Here's the OP Note. Thanks for your help!!!!!
PREOPERATIVE DIAGNOSES:
1. T11-T12 epidural and left foraminal mass.
2. Castleman disease.
POSTOPERATIVE DIAGNOSES:
1. T11-T12 epidural and left foraminal mass.
2. Castleman disease.
PROCEDURES:
1. T11-T12 extrapedicular left-sided biopsy of epidural and
foraminal mass with partial resection of the T11 and T12 rib
heads, as well as partial resection of T12 pedicle.
2. Use of intraoperative microscope with extradural microsurgical
dissection.
3. Use of intraoperative C-arm x-ray.
4. Use of Stryker Luxor minimally invasive retractor.
PROCEDURE IN DETAIL:
The patient was taken to the operating room, underwent a general
anesthesia, endotracheal intubation. Subsequently was positioned
prone on a Wilson frame in the Jackson table. We proceeded to
obtain a localizing x-ray after having placed 2 needles; 1 at the
L3 level, and 1 at the T12 level in the midline. Lateral lumbar x-
rays were then obtained and proceeded to count up until the level,
which was identified as T11-T12. At that site we then marked a 2.5-
cm incision that was about 2 cm lateral to the midline. After
prepping and draping the skin in the usual sterile fashion, we
proceeded to infiltrate the skin with 1% lidocaine. We then
proceeded to place a Steinmann pin at the level in the center of our
marked incision, and we obtained another lateral x-ray and
identified again that we were at the T11-T12 level. Once this was
identified, we then proceeded with opening of the incision with a
#10 blade, which was carried down through the skin, and subcutaneous
tissue down to the fascia, which was also incised with a #10 blade.
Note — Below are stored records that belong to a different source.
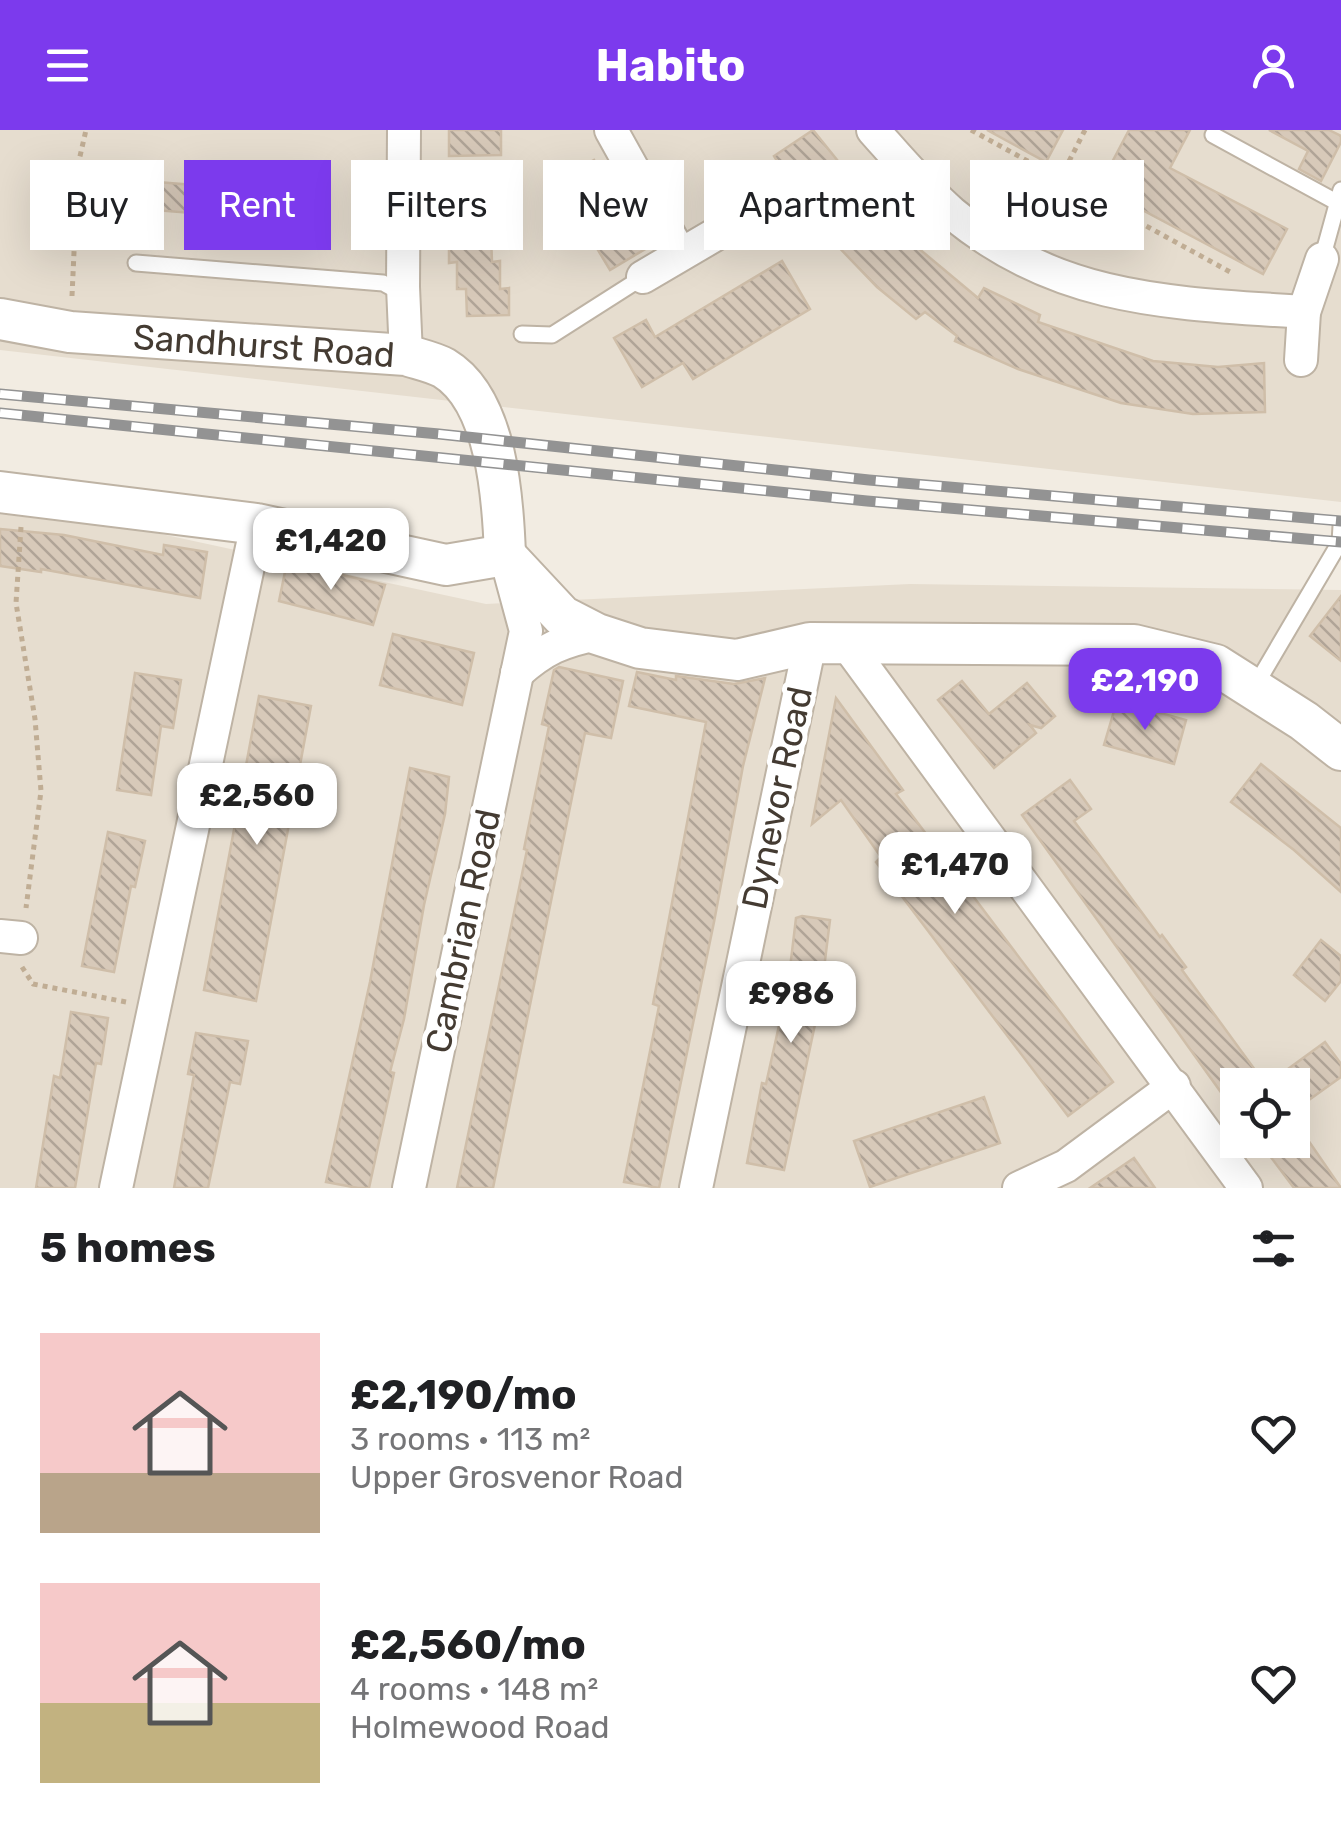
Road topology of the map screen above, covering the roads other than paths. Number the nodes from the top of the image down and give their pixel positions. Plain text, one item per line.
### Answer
1 (404, 130) edge
2 (611, 130) edge
3 (873, 130) edge
4 (1213, 136) dead end
5 (1339, 197) edge
6 (704, 240) edge
7 (680, 254) junction
8 (1322, 259) joint
9 (136, 262) dead end
10 (643, 278) joint
11 (403, 294) junction
12 (1304, 312) junction
13 (0, 319) edge
14 (522, 334) dead end
15 (406, 355) junction
16 (1301, 360) dead end
17 (11, 493) edge
18 (257, 524) junction
19 (1341, 526) edge
20 (506, 555) junction
21 (598, 634) junction
22 (828, 644) junction
23 (518, 673) junction
24 (1254, 688) junction
25 (1341, 750) edge
26 (1174, 1086) junction
27 (116, 1188) edge
28 (408, 1188) edge
29 (696, 1188) edge
30 (1019, 1188) edge
31 (1246, 1188) edge

1 - 11 street
2 - 7 street
3 - 12 street
4 - 5 lane
5 - 8 lane
6 - 7 street
7 - 10 street
8 - 12 street
9 - 11 lane
10 - 14 lane
11 - 15 street
12 - 16 street
13 - 15 street, Sandhurst Road
15 - 20 street, Sandhurst Road
17 - 18 street
18 - 20 street
18 - 27 street
19 - 24 lane
20 - 21 street
20 - 23 street, Cambrian Road
21 - 22 street
21 - 23 street
22 - 24 street
22 - 26 street
22 - 29 street, Dynevor Road
23 - 28 street, Cambrian Road
24 - 25 street
26 - 30 street
26 - 31 street

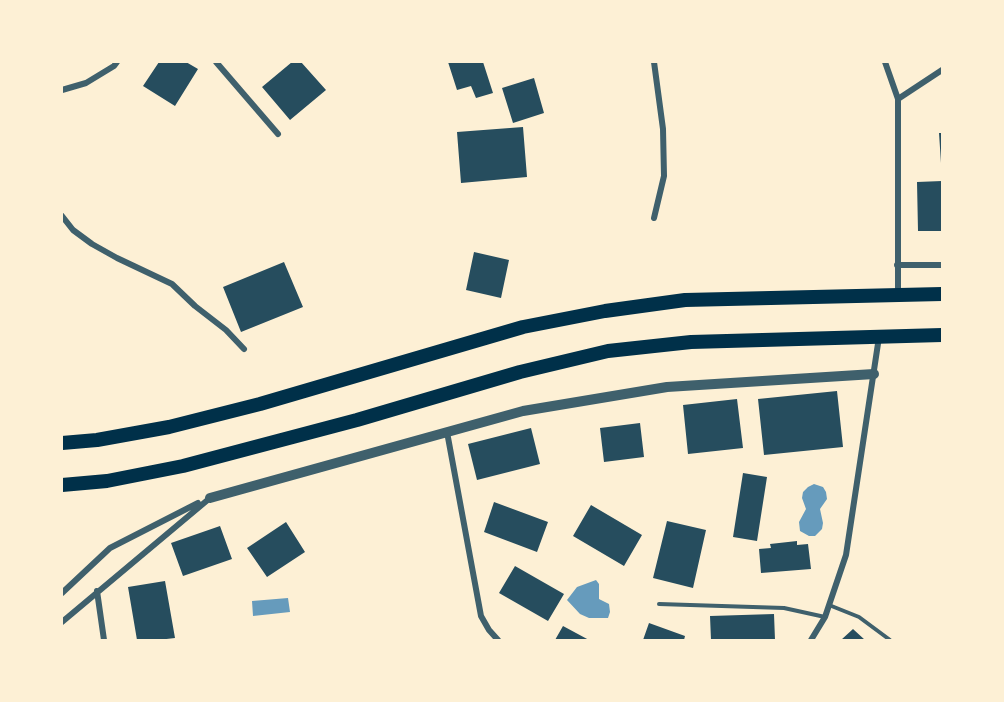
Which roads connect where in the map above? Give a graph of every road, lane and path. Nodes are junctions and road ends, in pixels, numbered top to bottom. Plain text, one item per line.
1 (117, 62) edge
2 (216, 62) edge
3 (654, 62) edge
4 (885, 62) edge
5 (942, 70) edge
6 (62, 90) edge
7 (898, 99) junction
8 (278, 134) dead end
9 (62, 216) edge
10 (654, 218) dead end
11 (897, 265) junction
12 (942, 265) edge
13 (942, 294) edge
14 (898, 295) junction
15 (942, 335) edge
16 (879, 337) junction
17 (244, 349) dead end
18 (874, 375) junction
19 (447, 432) junction
20 (62, 443) edge
21 (62, 485) edge
22 (210, 498) junction
23 (97, 591) junction
24 (62, 593) edge
25 (659, 604) dead end
26 (829, 605) junction
27 (825, 617) junction
28 (62, 622) edge
29 (104, 640) edge
30 (498, 640) edge
31 (811, 640) edge
32 (890, 640) edge

1 - 6 street
2 - 8 street
3 - 10 street
4 - 7 street
5 - 7 street
7 - 11 street
9 - 17 street
11 - 12 street
11 - 14 street
13 - 14 highway
14 - 20 highway
15 - 16 highway
16 - 18 street
16 - 21 highway
18 - 19 street
18 - 26 street
19 - 22 street
19 - 30 street
22 - 23 street
22 - 24 street
23 - 28 street
23 - 29 street
25 - 27 lane
26 - 27 street
26 - 32 lane
27 - 31 street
We then proceeded with blunt dissection down to level of the laminae
and rib head at T11-T12. We then proceeded to place our Stryker
Luxor retractor tubes, and proceeded to dilate the soft tissues
around that area up until the retractor was docked on the laminae,
and the rib head at T11-T12. A 6 cm retractor was then put in place
and attached with the light source, and the retractor was attached
to the attachment to the table. We then proceeded to obtain another
lateral lumbar x-ray to verify that we were at the adequate level,
which was the case. We then proceeded to dissect the soft tissue
using the Bovie cautery, and the pituitary rongeur up until we were
able to identify the bone at the rib head and laminae at T11 and
T12. Of note is that we elected to proceed more laterally and to
proceed with an extrapedicular biopsy as this appeared to be a safer
access, and we would avoid causing any type of pressure on the
spinal cord. We proceeded to resect part of the rib head at T11 and
at T12. We identified the pedicle of T12. A thick inflammatory
mass that appeared to be adherent to the soft tissue structures was
identified at T11-12. We were unable to visualize any neurovascular
element and we proceeded to take a few bites of the mass using a
small pituitary rongeur. Some of these were sent for frozen
pathology, which did reveal an inflammatory or a low-grade
lymphoproliferative process. The pathologist was unable to tell on
the frozen section whether or not we were dealing with Castleman
disease or a low grade malignancy. As such, we then elected to
proceed and resect further biopsy specimens. In the process we did
notice the intercostal nerve at that level that was inadvertently
injured, and cut as it was scarred down and had significant amount
of inflammatory tissue around it, and was unable to be
differentiated from the surrounding structures. Once an other
specimen of a few millimeters was then resected in a piecemeal
fashion, we then proceeded to achieve adequate hemostasis using the
bipolar cautery as well as FloSeal, followed by profuse irrigation
with antibiotic impregnated saline solution. We did use the
intraoperative microscope during resection of the deeper specimen.
We also spared the laminae __________proceeding with laminectomy
again to avoid causing possible damage close to the spinal cord as
the mass appeared to be significantly vascular, and adherent to
neighboring soft tissues. Once adequate hemostasis obtained, we
then proceeded to remove our tubular retractor after profuse
irrigation with impregnated saline solution. We proceeded to
closure in the usual fashion using 0-Vicryl interrupted suture for
the fascia, 3-0 Vicryl interrupted suture for subcutaneous tissue,
and a 3-0 Monocryl subcuticular suture for the skin.